Saint Augustine said that he knew exactly what time is, up until someone asked him to explain it. The question of why we remember the past, and not the future, is a question like that, and is in fact a subset of it, since of course it deals with questions about time. At first it might seem like one of the questions that is only of interest to those interested in substance consumption, along the lines of asking how we don't know that our entire universe isn't some big atom in some larger universe, but it actually has been addressed seriously at various points: for example, in Stephen Hawking's popular work A Brief History of Time.

One of the reasons that the question comes about is that the laws of physics should be invariant in both directions. Any physical process, if totally reversed, is still allowed. In a world of totally elastic, random particle motion, the forward motion of time would be meaningless. Yet, in four ways, time seems to have a direction:

  1. In certain rare particle interactions, that are only observed in very specific circumstances.
  2. In the overall thrust of cosmological time, the fact that the universe does change overall from the Big Bang until now.
  3. In the fact that almost everything we see increases in entropy, that eggs break and stars run out of fuel.
  4. And, most mysterious, in the fact that we have a psychological arrow of time, that we, as such, remember the past and not the future.

So the question is, how are these things related, and can we even begin to understand such a question? Dr. Hawking seems to think they are, and attempts to give an answer: we have a psychological direction of time, because it is tied in to the universe's overall direction of entropy. In other words, we remember things because when our brain increases in order by remembering some new information, untold amounts of sugars have to be disordered back into carbon dioxide and water. Our brain experiences the same disorder as the rest of the universe, and that is why it understands time as going in that direction.

It is not a very adequate answer, but hardly a bad one considering the scores of philosophical issues that have to be addressed, as well as the fact that Hawking is going to have some predisposition for reductionistic approaches. If we look at the brain as a collection of atomic units (atomic in the philosophical sense), that can have settings of either "on" or "off", which is a simplified version of how neurons behave. It is problems with this model itself that lead to problems determining why the mind should be set on either the future or the past. A neuron can be set into firing by a number of conditions, some of which might reflect something that has happened previously, upstream along the lines of neurons or in the sensory realm. However, the neuron itself doesn't know what its state "refers to". As far as the neuron "knows", it is either on or off. The fact that downstream neurons were on or off at earlier times, or that sensory data arrived earlier, can not be stored by a neuron that only can encode one piece of information. This is of course, only a further problem inherent in the atomic paradox: how an object that has no parts (such as a philosophical atom or theoretical neuron) can store information at all. Even without taking the atomic paradox to its extreme, we still have to wonder how the brain, with its component of atomic neurons, can present a multiplicitious consciousness at all. Although "complexity" is often cited in discussing both the brain and the mind, it begs the question of how, barring any type of non-local effect, we can say the brain is complex, since each neuron can only have access to being either "on" or "off".

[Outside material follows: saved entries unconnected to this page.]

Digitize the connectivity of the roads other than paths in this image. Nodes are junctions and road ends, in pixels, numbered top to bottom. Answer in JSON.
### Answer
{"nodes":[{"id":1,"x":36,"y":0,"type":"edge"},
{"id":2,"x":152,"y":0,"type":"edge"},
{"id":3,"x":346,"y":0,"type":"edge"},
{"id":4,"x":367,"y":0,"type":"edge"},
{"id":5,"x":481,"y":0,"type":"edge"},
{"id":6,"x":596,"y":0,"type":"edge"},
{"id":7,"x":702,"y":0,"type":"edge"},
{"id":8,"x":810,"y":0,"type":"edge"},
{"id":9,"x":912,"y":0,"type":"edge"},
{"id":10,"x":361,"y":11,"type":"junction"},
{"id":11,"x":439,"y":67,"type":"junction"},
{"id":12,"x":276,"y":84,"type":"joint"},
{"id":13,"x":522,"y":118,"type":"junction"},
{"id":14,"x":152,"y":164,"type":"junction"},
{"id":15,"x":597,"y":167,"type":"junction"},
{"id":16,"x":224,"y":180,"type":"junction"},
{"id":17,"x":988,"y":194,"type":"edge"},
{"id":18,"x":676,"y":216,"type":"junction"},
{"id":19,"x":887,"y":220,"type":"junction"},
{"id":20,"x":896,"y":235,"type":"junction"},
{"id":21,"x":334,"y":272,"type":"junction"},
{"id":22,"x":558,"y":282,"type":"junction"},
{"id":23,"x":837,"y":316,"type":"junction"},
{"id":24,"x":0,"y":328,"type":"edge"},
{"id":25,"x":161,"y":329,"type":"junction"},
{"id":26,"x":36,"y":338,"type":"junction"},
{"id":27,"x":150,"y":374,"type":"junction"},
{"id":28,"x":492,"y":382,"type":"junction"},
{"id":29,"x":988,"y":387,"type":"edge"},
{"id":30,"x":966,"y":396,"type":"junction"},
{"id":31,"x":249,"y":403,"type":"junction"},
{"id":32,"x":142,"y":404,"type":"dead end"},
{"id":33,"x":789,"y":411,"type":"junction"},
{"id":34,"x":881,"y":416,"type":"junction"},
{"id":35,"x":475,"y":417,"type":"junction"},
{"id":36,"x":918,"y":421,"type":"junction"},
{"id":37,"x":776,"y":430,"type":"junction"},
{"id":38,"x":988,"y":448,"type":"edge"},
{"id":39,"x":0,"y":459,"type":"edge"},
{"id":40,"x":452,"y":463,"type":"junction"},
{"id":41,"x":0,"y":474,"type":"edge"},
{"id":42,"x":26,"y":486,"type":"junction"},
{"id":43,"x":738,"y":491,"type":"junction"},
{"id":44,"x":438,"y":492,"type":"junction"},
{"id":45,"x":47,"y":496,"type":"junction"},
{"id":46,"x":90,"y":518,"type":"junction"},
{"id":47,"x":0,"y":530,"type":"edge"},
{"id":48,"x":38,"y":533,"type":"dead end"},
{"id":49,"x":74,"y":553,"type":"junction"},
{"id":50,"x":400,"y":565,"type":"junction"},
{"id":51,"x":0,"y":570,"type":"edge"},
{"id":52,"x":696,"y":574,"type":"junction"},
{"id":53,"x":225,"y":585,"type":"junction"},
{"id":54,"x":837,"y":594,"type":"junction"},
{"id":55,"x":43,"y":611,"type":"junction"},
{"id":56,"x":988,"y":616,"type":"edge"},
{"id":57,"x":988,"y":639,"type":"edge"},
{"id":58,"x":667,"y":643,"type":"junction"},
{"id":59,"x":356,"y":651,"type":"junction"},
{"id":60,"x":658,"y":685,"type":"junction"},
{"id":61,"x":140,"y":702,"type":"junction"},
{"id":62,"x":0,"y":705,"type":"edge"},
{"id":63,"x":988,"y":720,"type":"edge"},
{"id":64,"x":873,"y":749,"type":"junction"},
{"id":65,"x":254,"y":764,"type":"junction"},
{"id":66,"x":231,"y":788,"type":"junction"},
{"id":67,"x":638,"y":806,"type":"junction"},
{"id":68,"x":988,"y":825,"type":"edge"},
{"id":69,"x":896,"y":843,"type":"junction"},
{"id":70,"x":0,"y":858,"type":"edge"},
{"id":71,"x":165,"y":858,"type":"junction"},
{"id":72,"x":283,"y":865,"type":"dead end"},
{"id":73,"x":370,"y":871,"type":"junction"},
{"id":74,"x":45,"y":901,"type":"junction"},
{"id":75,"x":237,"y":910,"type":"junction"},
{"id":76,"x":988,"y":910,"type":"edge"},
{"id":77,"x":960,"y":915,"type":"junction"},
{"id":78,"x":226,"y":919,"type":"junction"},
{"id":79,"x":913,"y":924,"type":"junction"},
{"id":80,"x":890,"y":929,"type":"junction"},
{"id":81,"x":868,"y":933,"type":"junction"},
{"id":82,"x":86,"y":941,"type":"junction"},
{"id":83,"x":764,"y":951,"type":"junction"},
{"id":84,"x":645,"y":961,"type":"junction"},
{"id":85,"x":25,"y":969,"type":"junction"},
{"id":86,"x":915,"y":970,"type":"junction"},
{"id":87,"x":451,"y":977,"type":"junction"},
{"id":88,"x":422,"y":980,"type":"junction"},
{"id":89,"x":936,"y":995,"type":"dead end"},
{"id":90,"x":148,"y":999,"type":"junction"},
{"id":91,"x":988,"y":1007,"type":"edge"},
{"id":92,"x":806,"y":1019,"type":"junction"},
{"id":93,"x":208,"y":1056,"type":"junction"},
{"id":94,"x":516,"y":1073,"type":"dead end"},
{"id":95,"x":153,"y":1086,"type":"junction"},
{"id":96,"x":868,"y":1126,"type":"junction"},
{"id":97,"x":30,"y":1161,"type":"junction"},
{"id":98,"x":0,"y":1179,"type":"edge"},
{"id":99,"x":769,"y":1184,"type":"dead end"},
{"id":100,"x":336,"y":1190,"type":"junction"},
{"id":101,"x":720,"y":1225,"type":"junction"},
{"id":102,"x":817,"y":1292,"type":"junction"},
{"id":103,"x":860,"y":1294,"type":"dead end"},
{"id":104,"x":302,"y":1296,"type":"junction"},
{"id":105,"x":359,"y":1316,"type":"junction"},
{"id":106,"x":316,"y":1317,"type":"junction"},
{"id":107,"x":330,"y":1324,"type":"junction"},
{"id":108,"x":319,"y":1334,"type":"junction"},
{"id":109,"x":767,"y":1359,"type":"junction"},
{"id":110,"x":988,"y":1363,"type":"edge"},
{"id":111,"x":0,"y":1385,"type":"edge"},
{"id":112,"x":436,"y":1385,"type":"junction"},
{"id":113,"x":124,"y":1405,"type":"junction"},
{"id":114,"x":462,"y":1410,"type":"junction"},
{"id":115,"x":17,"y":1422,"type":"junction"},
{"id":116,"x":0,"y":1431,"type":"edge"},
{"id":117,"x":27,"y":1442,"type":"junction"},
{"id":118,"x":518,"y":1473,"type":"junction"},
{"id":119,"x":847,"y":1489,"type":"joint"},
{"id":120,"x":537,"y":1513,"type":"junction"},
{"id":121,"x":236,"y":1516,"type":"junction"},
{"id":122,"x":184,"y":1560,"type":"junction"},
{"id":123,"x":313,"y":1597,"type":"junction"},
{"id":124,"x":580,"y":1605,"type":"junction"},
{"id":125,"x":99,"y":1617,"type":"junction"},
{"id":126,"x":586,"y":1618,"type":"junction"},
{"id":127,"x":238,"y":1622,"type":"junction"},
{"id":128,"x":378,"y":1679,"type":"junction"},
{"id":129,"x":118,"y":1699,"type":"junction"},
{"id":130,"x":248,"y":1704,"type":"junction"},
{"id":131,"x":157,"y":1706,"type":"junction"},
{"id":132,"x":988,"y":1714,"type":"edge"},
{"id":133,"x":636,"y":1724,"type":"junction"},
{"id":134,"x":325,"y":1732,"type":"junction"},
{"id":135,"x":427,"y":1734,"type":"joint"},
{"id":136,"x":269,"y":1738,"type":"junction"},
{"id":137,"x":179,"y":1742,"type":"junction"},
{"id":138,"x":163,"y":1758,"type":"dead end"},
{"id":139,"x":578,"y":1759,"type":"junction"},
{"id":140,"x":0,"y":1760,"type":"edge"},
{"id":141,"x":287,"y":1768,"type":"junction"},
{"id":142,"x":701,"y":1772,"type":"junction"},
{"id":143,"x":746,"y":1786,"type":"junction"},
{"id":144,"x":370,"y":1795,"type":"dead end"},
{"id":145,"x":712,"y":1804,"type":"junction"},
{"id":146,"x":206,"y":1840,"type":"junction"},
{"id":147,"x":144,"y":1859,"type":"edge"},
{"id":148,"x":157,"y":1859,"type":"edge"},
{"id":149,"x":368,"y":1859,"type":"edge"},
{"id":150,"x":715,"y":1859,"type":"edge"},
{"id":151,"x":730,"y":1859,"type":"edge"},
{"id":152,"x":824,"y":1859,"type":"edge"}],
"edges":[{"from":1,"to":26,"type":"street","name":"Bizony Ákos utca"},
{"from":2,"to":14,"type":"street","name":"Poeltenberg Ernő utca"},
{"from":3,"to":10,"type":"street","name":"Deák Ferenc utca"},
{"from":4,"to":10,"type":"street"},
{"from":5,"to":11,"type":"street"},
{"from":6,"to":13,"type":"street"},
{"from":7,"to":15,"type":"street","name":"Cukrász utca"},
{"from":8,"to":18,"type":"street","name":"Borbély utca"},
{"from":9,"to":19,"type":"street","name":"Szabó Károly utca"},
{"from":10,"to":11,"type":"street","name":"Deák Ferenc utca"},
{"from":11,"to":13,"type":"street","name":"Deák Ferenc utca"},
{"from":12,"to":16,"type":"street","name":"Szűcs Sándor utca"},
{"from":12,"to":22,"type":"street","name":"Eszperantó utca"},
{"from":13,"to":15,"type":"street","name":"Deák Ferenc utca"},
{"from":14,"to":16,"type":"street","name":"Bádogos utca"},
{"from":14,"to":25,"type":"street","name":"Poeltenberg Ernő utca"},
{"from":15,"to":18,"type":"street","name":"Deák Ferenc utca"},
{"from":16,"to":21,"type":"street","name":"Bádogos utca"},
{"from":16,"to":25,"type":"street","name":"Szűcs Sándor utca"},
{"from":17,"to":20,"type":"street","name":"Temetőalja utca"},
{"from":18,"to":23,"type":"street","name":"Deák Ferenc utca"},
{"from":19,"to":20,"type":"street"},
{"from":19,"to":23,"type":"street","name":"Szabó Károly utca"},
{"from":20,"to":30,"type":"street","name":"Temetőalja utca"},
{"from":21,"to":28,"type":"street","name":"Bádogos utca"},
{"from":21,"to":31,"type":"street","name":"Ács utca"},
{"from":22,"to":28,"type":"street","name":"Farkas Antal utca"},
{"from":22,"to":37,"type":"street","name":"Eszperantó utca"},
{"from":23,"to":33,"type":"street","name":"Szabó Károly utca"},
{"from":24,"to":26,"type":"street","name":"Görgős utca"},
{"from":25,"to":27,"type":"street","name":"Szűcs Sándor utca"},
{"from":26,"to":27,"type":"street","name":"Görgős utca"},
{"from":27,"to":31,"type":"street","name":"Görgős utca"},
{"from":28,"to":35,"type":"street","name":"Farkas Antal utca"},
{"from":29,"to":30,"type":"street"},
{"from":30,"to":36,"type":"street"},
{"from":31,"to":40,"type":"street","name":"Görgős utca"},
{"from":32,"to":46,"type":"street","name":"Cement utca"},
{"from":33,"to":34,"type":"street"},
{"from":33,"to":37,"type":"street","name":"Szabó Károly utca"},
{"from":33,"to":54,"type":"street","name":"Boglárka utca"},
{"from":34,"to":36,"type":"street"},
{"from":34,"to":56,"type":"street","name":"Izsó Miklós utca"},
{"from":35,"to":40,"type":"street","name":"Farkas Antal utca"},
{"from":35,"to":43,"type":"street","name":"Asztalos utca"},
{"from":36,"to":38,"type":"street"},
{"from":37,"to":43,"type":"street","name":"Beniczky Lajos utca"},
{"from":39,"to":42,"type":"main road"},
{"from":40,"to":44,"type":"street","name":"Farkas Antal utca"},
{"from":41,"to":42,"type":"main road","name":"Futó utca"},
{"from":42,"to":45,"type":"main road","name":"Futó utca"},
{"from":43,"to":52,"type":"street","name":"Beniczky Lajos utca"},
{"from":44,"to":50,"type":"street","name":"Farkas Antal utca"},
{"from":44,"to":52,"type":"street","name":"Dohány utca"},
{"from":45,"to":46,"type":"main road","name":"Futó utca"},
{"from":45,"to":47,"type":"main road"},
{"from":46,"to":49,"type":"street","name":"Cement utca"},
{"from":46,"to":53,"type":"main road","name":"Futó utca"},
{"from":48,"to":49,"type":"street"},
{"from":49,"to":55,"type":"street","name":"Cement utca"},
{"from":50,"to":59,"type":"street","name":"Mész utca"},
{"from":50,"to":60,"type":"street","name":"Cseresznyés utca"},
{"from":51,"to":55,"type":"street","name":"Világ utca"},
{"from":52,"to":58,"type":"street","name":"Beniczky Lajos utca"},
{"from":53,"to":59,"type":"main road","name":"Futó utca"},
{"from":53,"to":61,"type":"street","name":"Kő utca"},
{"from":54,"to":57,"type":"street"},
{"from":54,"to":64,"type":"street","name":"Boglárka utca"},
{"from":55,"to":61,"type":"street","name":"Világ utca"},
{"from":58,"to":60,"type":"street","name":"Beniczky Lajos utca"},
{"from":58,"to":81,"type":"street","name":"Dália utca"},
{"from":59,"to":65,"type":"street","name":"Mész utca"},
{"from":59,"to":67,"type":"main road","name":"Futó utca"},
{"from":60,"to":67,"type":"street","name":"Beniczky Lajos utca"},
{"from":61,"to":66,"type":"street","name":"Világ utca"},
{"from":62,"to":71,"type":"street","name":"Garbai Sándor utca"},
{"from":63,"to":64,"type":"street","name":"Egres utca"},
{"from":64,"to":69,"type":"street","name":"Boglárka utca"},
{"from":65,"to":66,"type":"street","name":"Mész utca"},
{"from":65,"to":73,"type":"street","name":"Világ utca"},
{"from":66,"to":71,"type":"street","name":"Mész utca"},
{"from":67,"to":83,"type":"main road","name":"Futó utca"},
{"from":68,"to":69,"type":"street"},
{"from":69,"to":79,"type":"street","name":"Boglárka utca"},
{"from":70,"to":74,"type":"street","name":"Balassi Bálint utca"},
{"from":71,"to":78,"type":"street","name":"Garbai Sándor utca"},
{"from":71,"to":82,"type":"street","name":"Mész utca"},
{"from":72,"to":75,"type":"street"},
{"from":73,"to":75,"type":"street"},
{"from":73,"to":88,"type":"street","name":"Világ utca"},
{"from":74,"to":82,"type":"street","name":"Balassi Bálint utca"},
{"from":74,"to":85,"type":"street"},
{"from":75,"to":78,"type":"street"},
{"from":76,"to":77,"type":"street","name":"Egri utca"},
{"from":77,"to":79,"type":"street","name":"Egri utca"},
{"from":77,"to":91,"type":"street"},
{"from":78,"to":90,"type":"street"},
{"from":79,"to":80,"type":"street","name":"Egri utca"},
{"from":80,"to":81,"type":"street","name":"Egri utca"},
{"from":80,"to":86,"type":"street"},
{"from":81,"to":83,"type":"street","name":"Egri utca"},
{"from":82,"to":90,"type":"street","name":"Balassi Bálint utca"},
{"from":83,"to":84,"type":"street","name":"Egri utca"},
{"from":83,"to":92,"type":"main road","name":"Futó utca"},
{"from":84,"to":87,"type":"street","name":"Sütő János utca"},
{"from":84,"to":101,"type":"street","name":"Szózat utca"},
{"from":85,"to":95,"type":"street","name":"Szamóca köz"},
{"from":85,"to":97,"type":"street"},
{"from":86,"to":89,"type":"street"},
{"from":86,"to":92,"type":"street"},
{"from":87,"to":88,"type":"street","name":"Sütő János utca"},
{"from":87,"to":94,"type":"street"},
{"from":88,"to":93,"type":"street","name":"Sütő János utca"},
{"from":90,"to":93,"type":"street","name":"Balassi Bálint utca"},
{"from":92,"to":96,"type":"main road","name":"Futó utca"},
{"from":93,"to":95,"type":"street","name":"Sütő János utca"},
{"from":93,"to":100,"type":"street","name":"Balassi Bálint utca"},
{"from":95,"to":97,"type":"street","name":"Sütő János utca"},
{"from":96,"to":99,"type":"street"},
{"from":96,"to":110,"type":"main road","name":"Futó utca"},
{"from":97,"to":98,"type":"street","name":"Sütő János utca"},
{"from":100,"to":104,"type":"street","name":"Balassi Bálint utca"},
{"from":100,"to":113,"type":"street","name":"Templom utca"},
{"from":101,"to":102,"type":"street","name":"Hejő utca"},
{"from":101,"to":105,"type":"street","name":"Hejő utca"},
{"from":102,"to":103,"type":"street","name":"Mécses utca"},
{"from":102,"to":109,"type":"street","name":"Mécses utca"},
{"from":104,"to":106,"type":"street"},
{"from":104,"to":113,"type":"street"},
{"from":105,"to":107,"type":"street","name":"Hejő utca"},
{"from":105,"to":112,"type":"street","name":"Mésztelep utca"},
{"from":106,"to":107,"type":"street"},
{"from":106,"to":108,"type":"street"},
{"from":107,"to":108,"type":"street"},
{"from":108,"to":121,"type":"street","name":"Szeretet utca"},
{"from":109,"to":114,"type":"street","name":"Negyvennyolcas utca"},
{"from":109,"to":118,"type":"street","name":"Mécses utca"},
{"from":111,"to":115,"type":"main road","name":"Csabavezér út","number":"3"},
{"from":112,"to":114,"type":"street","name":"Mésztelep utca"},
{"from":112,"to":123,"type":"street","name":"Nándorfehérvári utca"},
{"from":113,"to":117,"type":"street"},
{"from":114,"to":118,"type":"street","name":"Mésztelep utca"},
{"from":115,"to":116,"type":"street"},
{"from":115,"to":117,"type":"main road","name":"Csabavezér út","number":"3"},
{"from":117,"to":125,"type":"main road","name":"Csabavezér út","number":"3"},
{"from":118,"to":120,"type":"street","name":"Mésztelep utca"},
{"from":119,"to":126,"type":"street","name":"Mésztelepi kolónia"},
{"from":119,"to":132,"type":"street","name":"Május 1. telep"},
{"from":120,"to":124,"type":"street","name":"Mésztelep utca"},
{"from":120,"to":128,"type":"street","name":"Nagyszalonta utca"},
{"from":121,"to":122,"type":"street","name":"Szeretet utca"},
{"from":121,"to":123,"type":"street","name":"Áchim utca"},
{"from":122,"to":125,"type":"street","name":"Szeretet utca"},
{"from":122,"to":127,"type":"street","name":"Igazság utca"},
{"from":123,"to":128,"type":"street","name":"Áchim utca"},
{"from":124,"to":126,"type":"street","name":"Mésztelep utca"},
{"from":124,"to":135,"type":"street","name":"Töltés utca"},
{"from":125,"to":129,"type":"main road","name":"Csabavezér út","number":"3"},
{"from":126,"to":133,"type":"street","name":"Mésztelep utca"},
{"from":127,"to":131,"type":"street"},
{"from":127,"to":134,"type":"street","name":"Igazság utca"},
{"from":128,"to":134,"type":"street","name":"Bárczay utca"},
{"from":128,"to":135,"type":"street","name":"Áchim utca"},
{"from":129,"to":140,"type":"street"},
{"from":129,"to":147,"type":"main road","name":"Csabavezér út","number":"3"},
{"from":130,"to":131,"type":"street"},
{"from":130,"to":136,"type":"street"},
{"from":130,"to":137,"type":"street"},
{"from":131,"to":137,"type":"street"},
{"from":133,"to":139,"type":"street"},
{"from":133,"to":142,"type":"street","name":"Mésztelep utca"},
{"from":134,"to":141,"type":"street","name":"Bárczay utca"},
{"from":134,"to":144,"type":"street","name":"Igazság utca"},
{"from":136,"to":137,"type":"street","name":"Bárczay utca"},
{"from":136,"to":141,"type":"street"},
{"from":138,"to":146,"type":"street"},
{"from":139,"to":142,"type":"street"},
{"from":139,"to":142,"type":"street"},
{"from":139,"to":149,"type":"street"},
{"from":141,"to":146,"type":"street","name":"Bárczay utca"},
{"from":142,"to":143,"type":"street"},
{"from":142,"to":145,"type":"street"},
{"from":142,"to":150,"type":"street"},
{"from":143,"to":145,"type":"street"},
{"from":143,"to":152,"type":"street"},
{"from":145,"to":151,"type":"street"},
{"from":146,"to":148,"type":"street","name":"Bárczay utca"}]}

So then, Dr. Hawking says in effect that time flows forward for us psychologically because a neuron "knows" that sugar has become carbon dioxide and water. Which, to me, seems somewhat ridiculous, but not any more than stating that a neuron's state can intrinsically mirror any other change in the world, either in the immediate past, present or future. The fact that a neuron is switched on because, say, a mosquito landed on a forearm means no more or less than saying a neuron is switched on because the earth coalesced out of space. Neither of these can be intrinsically represented.

I find myself, in trying to explain why one particular answer to this question seems unlikely, to be drifting off from the original topic. As to why we remember the past and not the future, I can only say it is the past because it is what we remember. Beyond that, I do not know.